The Trudeau government has been working with major Canadian airlines to formally bring in digital ID, facial recognition, and biometric travel documents to air travel by 2023.
According to an article from the Canada Gazette, the government’s outlet, “In accordance with PS’ Forward Regulatory Plan 2021–2023, the need to update the [Secure Air Travel Regulations] to offer more options to travellers and the industry to meet pre-aircraft boarding identity verification requirements through innovation was also considered during the stakeholder consultation exercises.”
“This includes digitized identification documents, digital identity documents and biometric travel documents. While four air carriers confirmed their intent to implement innovative identity management solutions in the short to medium term, no specific immediate change has been identified for the SATR.”
The government clarifies what they mean by digital identity documents and biometric travel documents towards the bottom of the article:
“For the purpose of this proposal, digitized, digital and biometric documents refer to digital copies of physical identification documents that are scanned or updated, digital identification documents issued by a government authority, and electronic identification documents that use biometric identifiers (such as facial recognition) respectively.”
The proposal has come under the guise of protecting Canada from terrorists by enhancing the Passenger Protect Program (PPP).
According to the government, Canadians could potentially be assigned a Canada Travel Number (CTN) connected to all their personal information that is cross-referenced with Secure Air Travel Act (SATA) lists to determine whether someone poses a national security risk.
They add that establishing a CTN will “prevent delays.”
To confirm a traveller is really the one attached to their CTN digital ID, the government proposes using biometric data collection, including facial recognition, as a possible pre-screening requirement.
The government also proposes further centralizing air travel data by having all data collected by airlines sent directly to the Government of Canada through the Canada Border Service Agency to review.
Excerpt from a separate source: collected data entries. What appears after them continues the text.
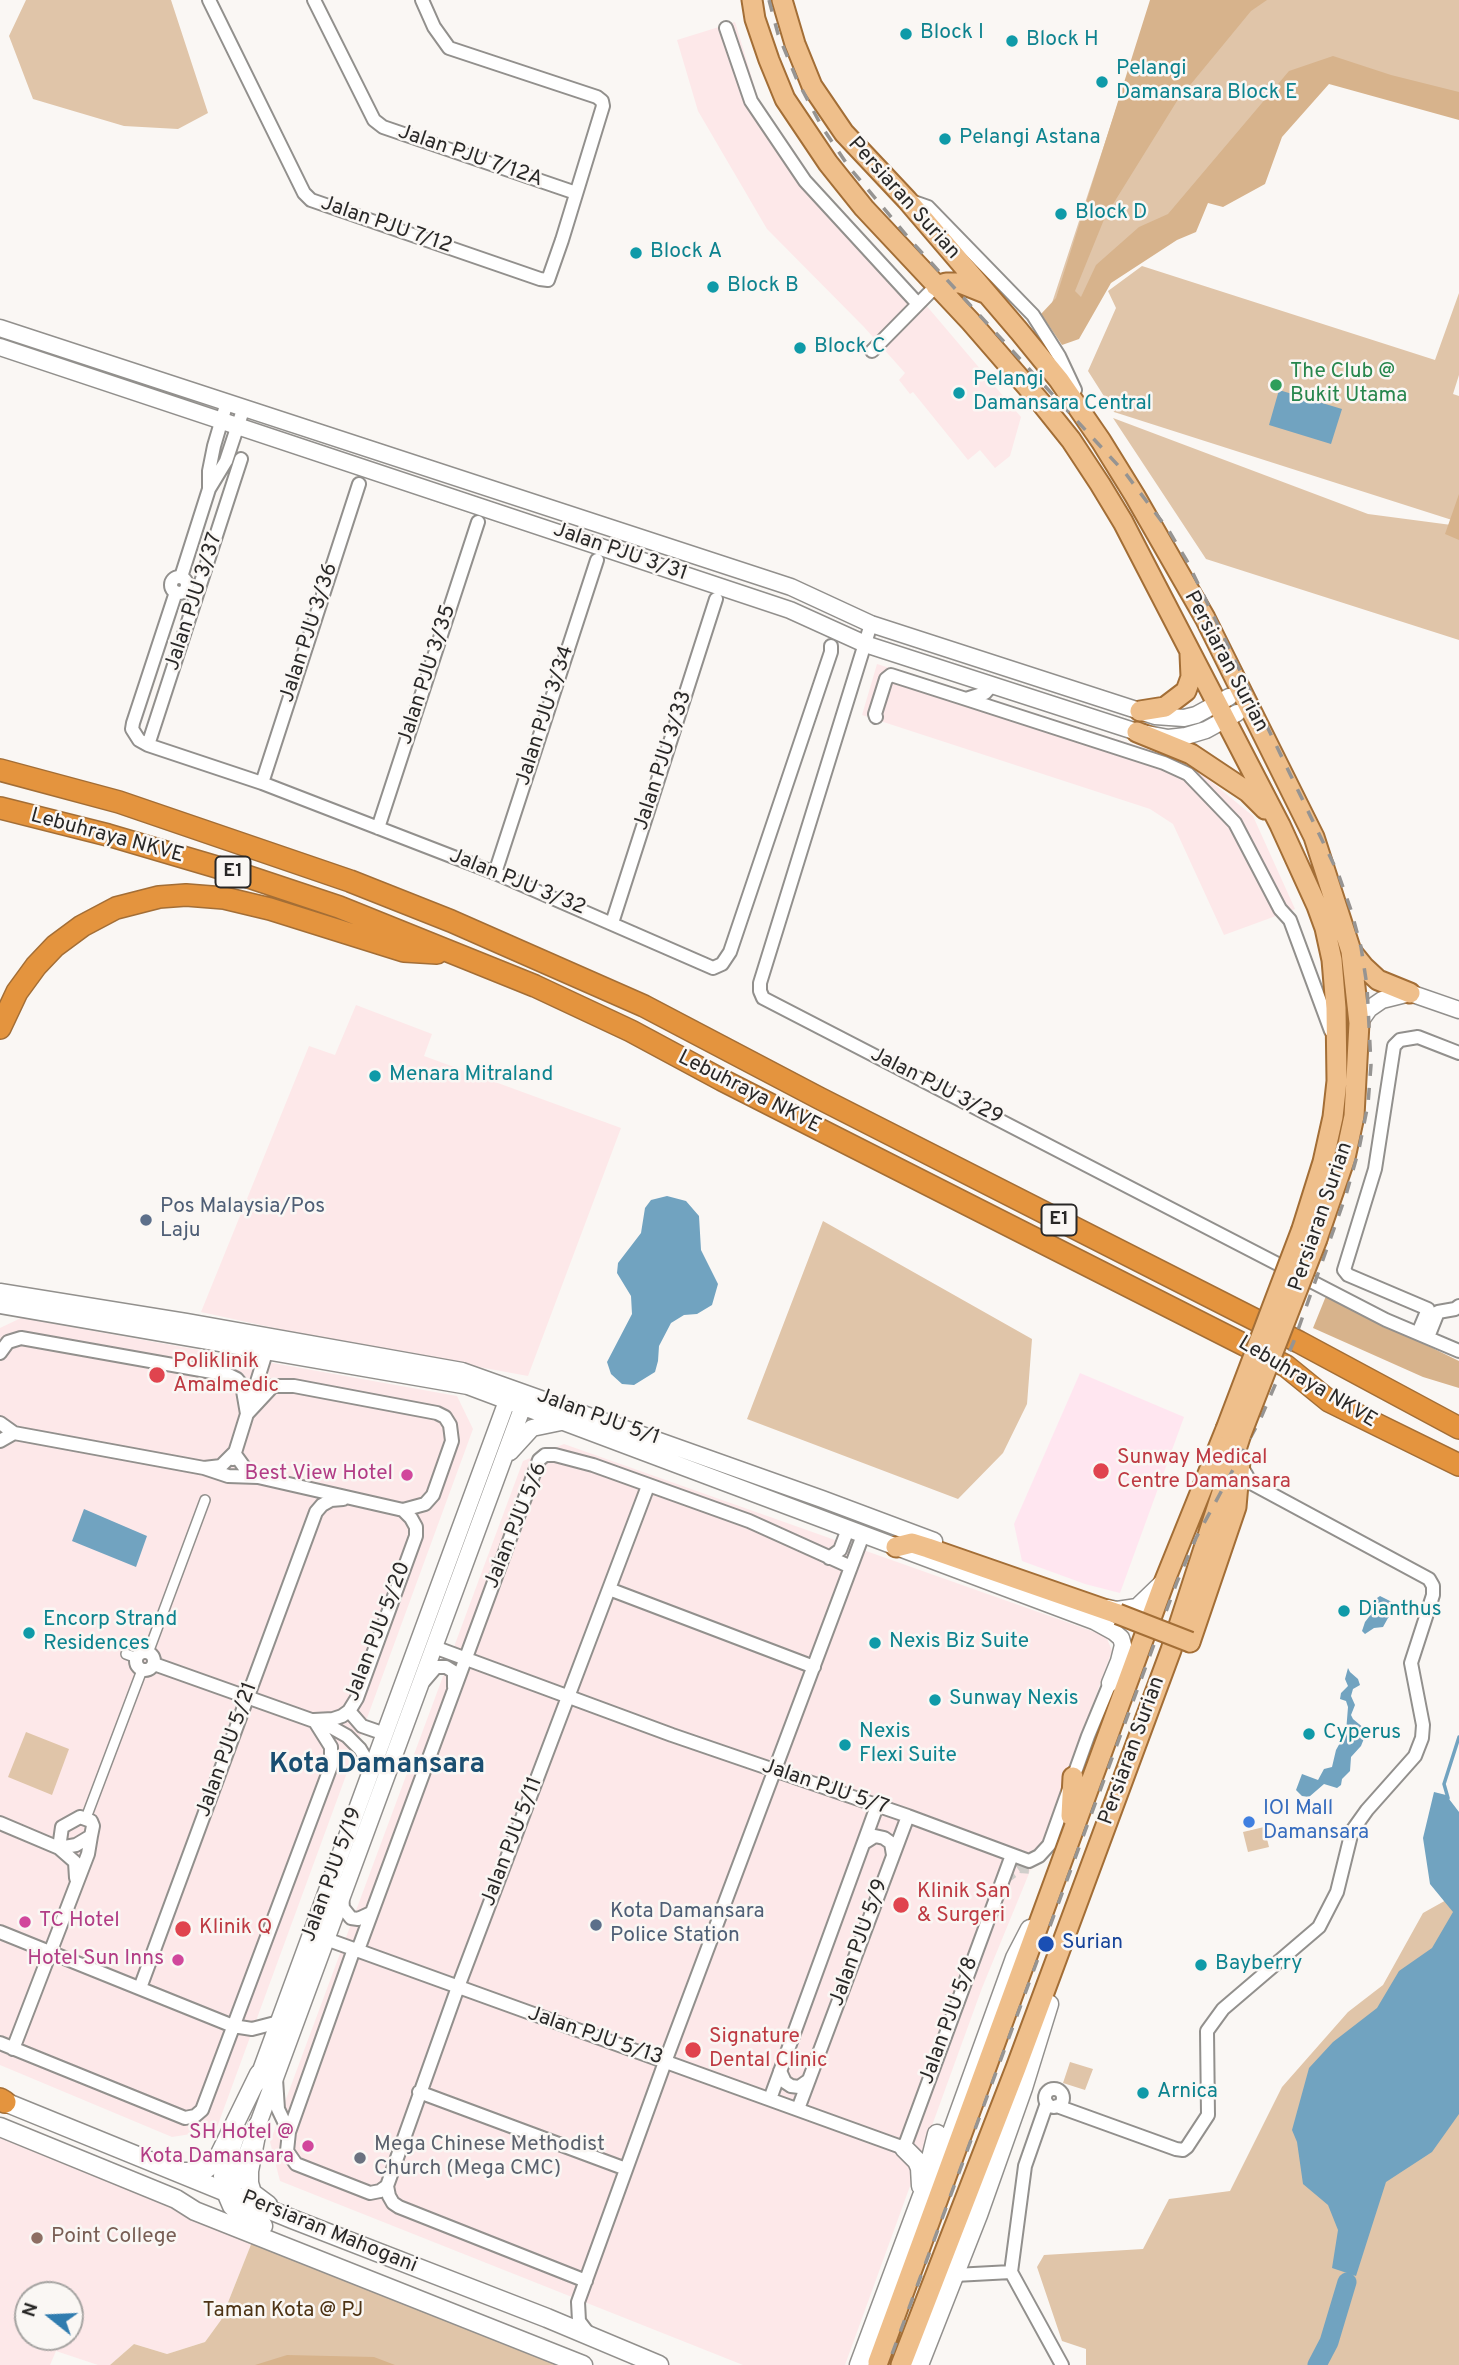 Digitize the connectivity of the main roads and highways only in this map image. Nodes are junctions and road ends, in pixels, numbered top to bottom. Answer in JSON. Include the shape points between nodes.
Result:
{"nodes":[{"id":1,"x":751,"y":0,"type":"edge"},
{"id":2,"x":782,"y":0,"type":"edge"},
{"id":3,"x":933,"y":230,"type":"junction"},
{"id":4,"x":936,"y":286,"type":"junction"},
{"id":5,"x":987,"y":294,"type":"junction"},
{"id":6,"x":1191,"y":595,"type":"junction"},
{"id":7,"x":1189,"y":650,"type":"junction"},
{"id":8,"x":1227,"y":708,"type":"junction"},
{"id":9,"x":1140,"y":711,"type":"road end"},
{"id":10,"x":1137,"y":732,"type":"road end"},
{"id":11,"x":0,"y":770,"type":"edge"},
{"id":12,"x":0,"y":808,"type":"edge"},
{"id":13,"x":1280,"y":825,"type":"junction"},
{"id":14,"x":1351,"y":951,"type":"junction"},
{"id":15,"x":460,"y":955,"type":"junction"},
{"id":16,"x":1410,"y":993,"type":"road end"},
{"id":17,"x":1358,"y":1015,"type":"junction"},
{"id":18,"x":0,"y":1028,"type":"edge"},
{"id":19,"x":1309,"y":1234,"type":"junction"},
{"id":20,"x":1459,"y":1428,"type":"edge"},
{"id":21,"x":1235,"y":1435,"type":"junction"},
{"id":22,"x":1459,"y":1465,"type":"edge"},
{"id":23,"x":896,"y":1547,"type":"road end"},
{"id":24,"x":1073,"y":1777,"type":"road end"},
{"id":25,"x":1070,"y":1834,"type":"junction"},
{"id":26,"x":1035,"y":1869,"type":"dead end"},
{"id":27,"x":1051,"y":1887,"type":"junction"},
{"id":28,"x":1042,"y":1912,"type":"junction"},
{"id":29,"x":1063,"y":1943,"type":"junction"},
{"id":30,"x":1055,"y":1984,"type":"joint"},
{"id":31,"x":268,"y":2075,"type":"road end"},
{"id":32,"x":2,"y":2100,"type":"edge"},
{"id":33,"x":258,"y":2124,"type":"road end"},
{"id":34,"x":0,"y":2127,"type":"edge"},
{"id":35,"x":937,"y":2134,"type":"dead end"},
{"id":36,"x":904,"y":2148,"type":"road end"},
{"id":37,"x":175,"y":2172,"type":"junction"},
{"id":38,"x":226,"y":2192,"type":"junction"},
{"id":39,"x":922,"y":2196,"type":"junction"},
{"id":40,"x":176,"y":2199,"type":"junction"},
{"id":41,"x":292,"y":2219,"type":"junction"},
{"id":42,"x":316,"y":2258,"type":"junction"},
{"id":43,"x":869,"y":2364,"type":"edge"},
{"id":44,"x":583,"y":2365,"type":"edge"},
{"id":45,"x":659,"y":2365,"type":"edge"},
{"id":46,"x":901,"y":2365,"type":"edge"},
{"id":47,"x":919,"y":2365,"type":"edge"}],
"edges":[{"from":1,"to":4,"type":"main road","name":"Persiaran Surian","via":[[769,60],[793,112],[856,199]]},
{"from":2,"to":3,"type":"main road","name":"Persiaran Surian","via":[[812,86],[844,133]]},
{"from":3,"to":4,"type":"main road","via":[[945,267]]},
{"from":3,"to":5,"type":"main road","name":"Persiaran Surian"},
{"from":4,"to":5,"type":"main road","via":[[960,283]]},
{"from":4,"to":7,"type":"main road","name":"Persiaran Surian","via":[[1071,440],[1123,522]]},
{"from":5,"to":6,"type":"main road","name":"Persiaran Surian","via":[[1077,404]]},
{"from":6,"to":8,"type":"main road","via":[[1193,621]]},
{"from":6,"to":14,"type":"main road","name":"Persiaran Surian","via":[[1314,837]]},
{"from":7,"to":8,"type":"main road","name":"Persiaran Surian"},
{"from":7,"to":9,"type":"main road","via":[[1191,677],[1186,691],[1165,707]]},
{"from":8,"to":13,"type":"main road","name":"Persiaran Surian"},
{"from":8,"to":17,"type":"main road","via":[[1318,880]]},
{"from":10,"to":13,"type":"main road","via":[[1216,769],[1248,792]]},
{"from":11,"to":20,"type":"highway","name":"Lebuhraya NKVE","number":"E1","via":[[119,802],[350,881],[644,1006]]},
{"from":12,"to":15,"type":"highway","name":"Lebuhraya NKVE","number":"E1","via":[[237,873]]},
{"from":13,"to":19,"type":"main road","name":"Persiaran Surian","via":[[1317,906],[1332,960],[1337,1081]]},
{"from":14,"to":16,"type":"main road","via":[[1378,980]]},
{"from":14,"to":17,"type":"main road","name":"Persiaran Surian"},
{"from":15,"to":18,"type":"highway","via":[[404,951],[224,898],[159,897],[116,908],[55,946],[16,992]]},
{"from":15,"to":22,"type":"highway","name":"Lebuhraya NKVE","number":"E1","via":[[631,1031],[1286,1366],[1329,1401]]},
{"from":17,"to":19,"type":"main road","name":"Persiaran Surian","via":[[1354,1116],[1345,1158]]},
{"from":19,"to":21,"type":"main road","name":"Persiaran Surian","bridge":true},
{"from":21,"to":23,"type":"main road","bridge":true,"via":[[1240,1464],[1236,1507],[1190,1642],[928,1548]]},
{"from":21,"to":25,"type":"main road","name":"Persiaran Surian","via":[[1165,1580]]},
{"from":21,"to":29,"type":"main road","name":"Persiaran Surian","via":[[1171,1650]]},
{"from":24,"to":25,"type":"main road"},
{"from":25,"to":27,"type":"main road","name":"Persiaran Surian"},
{"from":26,"to":27,"type":"main road"},
{"from":27,"to":28,"type":"main road","name":"Persiaran Surian"},
{"from":28,"to":39,"type":"main road","name":"Persiaran Surian","via":[[1015,1958],[948,2143]]},
{"from":28,"to":43,"type":"main road","name":"Persiaran Surian"},
{"from":29,"to":30,"type":"main road"},
{"from":29,"to":46,"type":"main road","name":"Persiaran Surian"},
{"from":30,"to":47,"type":"main road","via":[[1023,2088]]},
{"from":31,"to":37,"type":"main road","via":[[216,2162],[206,2169]]},
{"from":32,"to":37,"type":"main road","name":"Persiaran Mahogani"},
{"from":33,"to":41,"type":"main road","via":[[249,2171],[252,2193]]},
{"from":34,"to":40,"type":"main road","name":"Persiaran Mahogani"},
{"from":35,"to":39,"type":"main road"},
{"from":36,"to":39,"type":"main road","via":[[920,2168]]},
{"from":37,"to":38,"type":"main road","name":"Persiaran Mahogani"},
{"from":38,"to":40,"type":"main road"},
{"from":38,"to":41,"type":"main road","name":"Persiaran Mahogani"},
{"from":38,"to":42,"type":"main road","via":[[242,2217],[303,2244]]},
{"from":39,"to":43,"type":"main road","name":"Persiaran Surian"},
{"from":40,"to":42,"type":"main road","name":"Persiaran Mahogani","via":[[195,2211]]},
{"from":41,"to":45,"type":"main road","name":"Persiaran Mahogani"},
{"from":42,"to":44,"type":"main road","name":"Persiaran Mahogani"}]}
“The centralized screening system transfers the responsibility for screening passengers against the SATA List from air carriers to the GC, namely the Minister of Public Safety and Emergency Preparedness, with assistance from TC and the CBSA.”
“For the Minister to fulfill this responsibility, SATA requires air carriers to provide the Minister (in practice the CBSA, the centralized receiver of all electronic passenger manifests) with prescribed data (name, date of birth, gender and, if provided, the CTN) on each person who is on board or expected to be on board an aircraft for any flight captured under the SATR, if that information is in the air carrier’s control, within a prescribed time and manner.”
The push to introduce a permanent digital ID to travel comes after the Trudeau government signed on to the World Economic Forum’s digital ID program, called the “Known Traveller Digital Identity” (KTDI), that would bring a social credit-score-like system for travel.
“The pilot group, convened by the World Economic Forum, consists of the Government of Canada and the Netherlands, Air Canada, KLM Royal Dutch Airlines, Montreal-Trudeau International Airport, Toronto Pearson International Airport, and Amsterdam Airport Schiphol,” writes the WEF on their website.
KTDI is referred to as a way to “promote secure, seamless passenger travel in anticipation of changing traveller behaviours and expectations, the critical need to strengthen cross-border security and the surge in passenger volumes expected in the coming decade.”
The website claims it’s based on a “decentralized digital identity” that will allow governments to confirm proof of citizenship and other aspects of identity. Every time a government checks a person’s digital ID, it is added to their record, possibly affecting their standing.
“These attestations are the backbone of trust and the basis of reputation and, ultimately, how security decisions are made by each participating organization. The more attestations a traveller collects, the more known he or she could become,” it reads.
“It is important to note that in order to be allowed to travel, the traveller must share all information required by the relevant entity (such as a border agency).”